Desde que defendi meu mestrado, em março de 2010, que não me inscrevi em nenhum curso que demandasse uma dedicação e um estudo mais sistemático e atrelado a alguma ementa e linha de pesquisa. Minhas leituras, desde então, obedeceram a um critério totalmente anárquico e que se mostrou perfeitamente viável - o meu desejo. Não precisava mais ler seguindo uma metodologia de pesquisa, tampouco passar horas diante de leituras que, bem ou mal, me foram indicadas por terceiros. Depois do mestrado, pude encadear leituras que, à primeira vista, não tinham nenhuma correlação uma com a outra; iniciei e terminei livros que sequer eram sobre o mesmo tema; pude ler poesia, prosa, crítica, sem a preocupação de aproximá-los em um texto meu minimamente inteligível e coerente.
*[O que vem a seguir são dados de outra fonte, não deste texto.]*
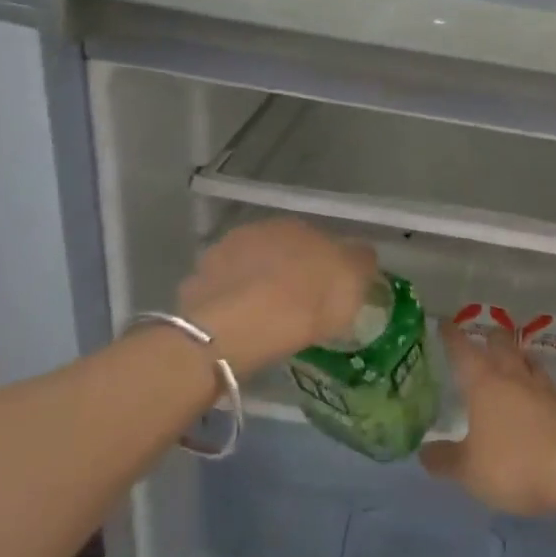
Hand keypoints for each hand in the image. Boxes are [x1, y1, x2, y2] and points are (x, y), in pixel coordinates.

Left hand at [176, 220, 377, 376]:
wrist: (235, 329)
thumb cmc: (304, 304)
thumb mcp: (352, 284)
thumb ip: (360, 262)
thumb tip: (360, 253)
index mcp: (299, 227)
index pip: (317, 241)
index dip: (323, 267)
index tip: (327, 294)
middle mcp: (258, 230)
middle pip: (280, 251)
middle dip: (287, 272)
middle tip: (296, 306)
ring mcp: (221, 253)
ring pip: (247, 269)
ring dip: (254, 285)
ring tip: (263, 318)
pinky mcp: (195, 282)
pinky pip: (221, 292)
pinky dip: (229, 304)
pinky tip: (237, 327)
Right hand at [420, 324, 555, 515]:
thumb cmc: (513, 464)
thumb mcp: (469, 469)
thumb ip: (445, 459)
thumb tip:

Foi com esse viés de leitura que em junho de 2011 olhei para a estante e resolvi encarar História social da arte e da literatura, de Arnold Hauser. Lembro que comprei este livro na minha primeira bienal do livro como estudante de Letras, se não me engano, em 1995.
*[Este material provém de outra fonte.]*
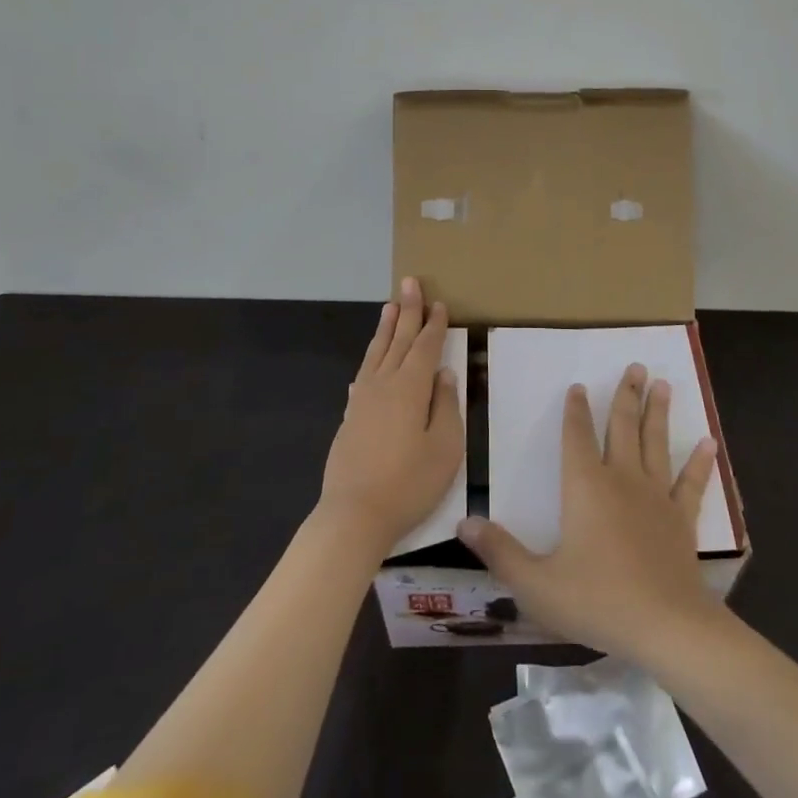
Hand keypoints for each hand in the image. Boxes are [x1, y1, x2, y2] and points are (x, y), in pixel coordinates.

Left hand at [319, 277, 463, 556]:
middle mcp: (384, 384)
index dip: (435, 324)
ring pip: (377, 353)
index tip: (440, 302)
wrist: (354, 515)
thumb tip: (444, 375)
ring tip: (390, 306)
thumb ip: (446, 407)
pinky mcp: (351, 417)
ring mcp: (363, 400)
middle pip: (399, 340)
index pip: (426, 347)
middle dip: (408, 310)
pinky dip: (370, 359)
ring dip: (386, 327)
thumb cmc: (409, 483)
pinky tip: (371, 360)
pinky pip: (363, 375)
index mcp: (410, 388)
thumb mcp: (445, 448)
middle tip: (410, 282)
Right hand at [457, 364, 722, 664]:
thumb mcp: (536, 584)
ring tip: (662, 383)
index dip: (575, 410)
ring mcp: (656, 497)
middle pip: (622, 427)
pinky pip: (691, 483)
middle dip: (626, 396)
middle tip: (636, 366)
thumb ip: (500, 552)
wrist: (666, 626)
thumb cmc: (597, 601)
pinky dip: (700, 462)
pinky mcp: (682, 519)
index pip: (576, 437)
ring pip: (655, 443)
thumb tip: (463, 522)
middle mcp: (621, 480)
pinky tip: (708, 442)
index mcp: (585, 487)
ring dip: (658, 412)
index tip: (579, 386)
Falando em graduação, sempre acreditei - e fui incentivado a isso - que uma obra de arte, literária ou não, é fruto de seu tempo. Cada quadro, cada livro, cada música, cada escultura etc. só o são como são porque foram produzidos em um tempo dado. Homero não teria escrito A Ilíada e A Odisseia longe da Grécia clássica; Camões só escreveu Os Lusíadas porque vivia à luz da cultura quinhentista; Machado de Assis só é o nosso maior nome literário porque viveu na segunda metade do século XIX; e a escrita cronística dos blogs poderia atingir o seu ápice antes do ano 2000? Pensando na ligação intrínseca da obra a seu tempo e incentivado pela minha anarquia literária, iniciei a leitura do Hauser.
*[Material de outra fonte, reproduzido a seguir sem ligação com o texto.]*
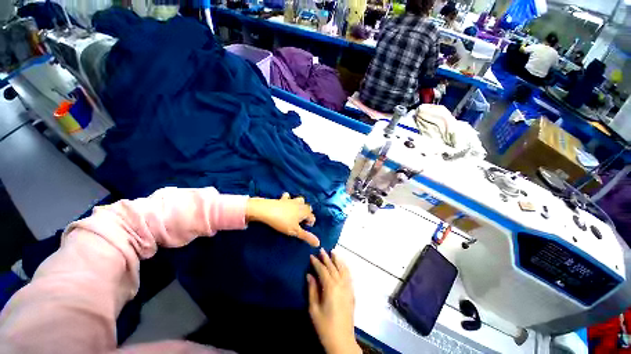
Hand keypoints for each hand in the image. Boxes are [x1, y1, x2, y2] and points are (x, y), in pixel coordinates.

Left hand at [246, 192, 319, 246]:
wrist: (266, 210)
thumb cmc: (283, 222)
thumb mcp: (295, 231)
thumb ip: (306, 236)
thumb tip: (318, 243)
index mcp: (305, 211)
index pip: (313, 217)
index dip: (310, 224)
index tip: (303, 229)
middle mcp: (300, 204)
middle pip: (308, 207)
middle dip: (307, 213)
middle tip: (300, 222)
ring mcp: (291, 200)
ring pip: (300, 200)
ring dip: (300, 204)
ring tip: (295, 212)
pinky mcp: (283, 198)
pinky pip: (287, 197)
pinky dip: (288, 199)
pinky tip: (285, 203)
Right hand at [308, 249, 360, 353]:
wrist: (342, 341)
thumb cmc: (325, 326)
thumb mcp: (314, 309)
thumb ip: (312, 290)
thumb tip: (309, 275)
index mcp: (330, 287)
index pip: (323, 270)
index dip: (317, 263)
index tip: (311, 256)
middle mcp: (340, 284)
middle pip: (333, 267)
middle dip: (327, 258)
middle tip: (322, 250)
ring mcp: (348, 288)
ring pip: (343, 269)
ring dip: (338, 260)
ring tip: (334, 252)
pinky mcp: (352, 293)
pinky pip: (349, 276)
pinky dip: (346, 267)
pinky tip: (343, 264)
O livro é excelente e cobre a história da arte desde os tempos pré-históricos até a era do cinema. A cultura e a erudição do autor são impressionantes. Nem que eu passasse todos os meus minutos de vida que me restam lendo ininterruptamente, não conseguiria atingir nem um por cento do conhecimento de Hauser. Mas como sou metido, me atrevo a fazer alguns senões. O primeiro é que o livro, naturalmente, ignora quase que solenemente a arte produzida fora da Europa. Antes de entrar na cultura clássica de Grécia e Roma, o segundo capítulo trata das culturas urbanas do oriente antigo, cerca de trinta páginas - e isso é tudo. Naturalmente, o autor aborda - e muito bem - a produção russa, seja literária, pictórica, musical, cinematográfica, mas a Rússia, apesar de ter boa parte de seu território no continente asiático, é tratada mais como um país europeu do que como um país asiático. Os próprios Estados Unidos só são mencionados no último capítulo, quando o cinema está em voga. Para ser justo, é preciso reconhecer que todos os ismos importantes em arte tiveram sua gênese na Europa, mas há muita coisa interessante e de valor, mesmo que importadas da Europa com alguns anos de defasagem, que merecem destaque nas Américas, por exemplo. E acredito valer a pena estudar as "corruptelas" que esses ismos sofreram para além do continente europeu. Também para ser justo, é óbvio que o autor precisou selecionar um corpus e delimitar sua pesquisa, mas isso confere ao livro um quê demasiado elitista, canônico, conservador e tradicional.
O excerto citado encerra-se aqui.